- The paper presents a comprehensive review of AI-driven generative models (VAE, GAN, diffusion) for novel material design.
- It details diverse representations for crystal structures, including geometric graphs, textual formats, and diffraction patterns.
- The study highlights challenges such as synthesis constraints and cross-scale modeling, urging integration of physics and deep learning.
Materials Generation in the Era of Artificial Intelligence: A Comprehensive Survey
This paper provides an extensive survey on AI-driven materials generation, exploring recent advancements, methodologies, and potential future directions in the field. The primary focus is on how AI, particularly generative models, is revolutionizing the discovery and design of materials with tailored properties to address various technological challenges.
Types and Representations of Materials
Materials are typically categorized based on their bonding types, such as ionic, metallic, covalent, and molecular bonds, and can include both ordered crystalline solids and non-periodic systems like amorphous materials and quasicrystals. AI research primarily targets crystalline solids, employing various representations to facilitate machine learning models.
One key aspect discussed is the representation of crystal structures in machine learning models.
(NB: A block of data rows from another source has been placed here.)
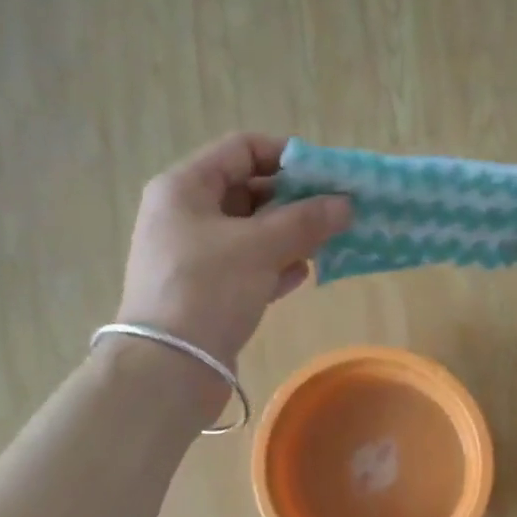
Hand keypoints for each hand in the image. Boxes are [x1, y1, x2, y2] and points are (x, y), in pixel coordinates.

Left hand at [117, 133, 351, 367]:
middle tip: (335, 214)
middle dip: (293, 202)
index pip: (241, 150)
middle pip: (247, 193)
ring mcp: (193, 257)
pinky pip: (246, 269)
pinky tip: (302, 275)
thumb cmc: (208, 289)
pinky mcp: (205, 294)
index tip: (326, 175)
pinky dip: (274, 267)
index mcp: (185, 187)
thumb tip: (345, 204)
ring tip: (327, 245)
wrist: (170, 366)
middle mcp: (184, 215)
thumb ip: (305, 221)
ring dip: (288, 236)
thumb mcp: (260, 247)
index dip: (286, 156)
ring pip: (250, 234)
Geometric graphs, textual data formats like Crystallographic Information File (CIF), SLICES strings, and diffraction patterns serve as different modalities to capture crystal information.

Figure 1: Universal crystal structure representation using geometric graphs, textual data, SLICES string, and diffraction patterns.
Generative Models for Materials
The paper categorizes materials generation models into various types, including VAE-based, GAN-based, and diffusion-based models, each contributing uniquely to the domain:
- VAE-based Models: Variational Autoencoders (VAEs) are leveraged for their ability to explore the latent space of materials, facilitating inverse design. Models like iMatGen and Cond-DFC-VAE use VAEs to construct structural representations and predict properties of inorganic crystals.
- GAN-based Models: Generative Adversarial Networks (GANs) are employed to synthesize diverse crystal structures, from simple cubic forms to complex zeolites. Approaches like GANCSP and CubicGAN incorporate physics-based principles to guide the generation process.
- Diffusion-based Models: Diffusion models, including Crystal Diffusion Variational Autoencoder (CDVAE) and its variants, utilize score matching and Langevin dynamics to generate periodic materials by learning from the noise processes inherent in crystal structures.

Figure 2: A schematic diagram of mainstream generative model frameworks in material generation.
Backbone Architectures
The architecture of models plays a vital role in efficiently handling the representative data forms. The paper describes three main types of neural network architectures used as backbones for generative models in materials science:
- Convolutional Neural Networks (CNNs): Suitable for grid-based tensor representations, although they lack flexibility in capturing detailed geometric information.
- Graph Neural Networks (GNNs): Ideal for structures represented as graphs, naturally preserving permutation invariance and local atomic environments. They have become the primary tool for modeling crystalline materials.
- Transformers: Recently adapted for materials generation, renowned for their capability to model sequential data, enabling the application to serialized crystallographic data.

Figure 3: A general illustration of model backbones: CNN, GNN, and Transformers.
Challenges and Future Directions
Despite remarkable progress, AI-driven materials design still faces key challenges:
- Doping and Defect Structures: Effectively capturing these complexities within AI models remains a challenge due to disrupted material periodicity and the introduction of local structural variations.
- Synthesizability and Validation: Most generative frameworks do not directly account for the practical constraints of material synthesis, requiring enhanced integration with domain-specific knowledge.
- Cross-Scale Modeling: Bridging scales from quantum mechanics to macroscale properties is critical for comprehensive materials modeling.
- Integration with Domain Knowledge: Combining deep learning with traditional physics and chemistry principles is necessary to improve model interpretability and generative accuracy.

Figure 4: A theoretically novel crystal structure should be standardized, unique, and pass both thermodynamic and kinetic stability tests.
Conclusion
The survey concludes by emphasizing the transformative potential of AI in materials generation, while also pointing out that fully realizing this potential requires overcoming existing challenges by further integrating interdisciplinary insights and advancing computational techniques. The future of AI-driven material discovery will likely focus on refining models to handle the complexity and scale of real-world applications, driving innovations in experimental validation and practical deployment strategies.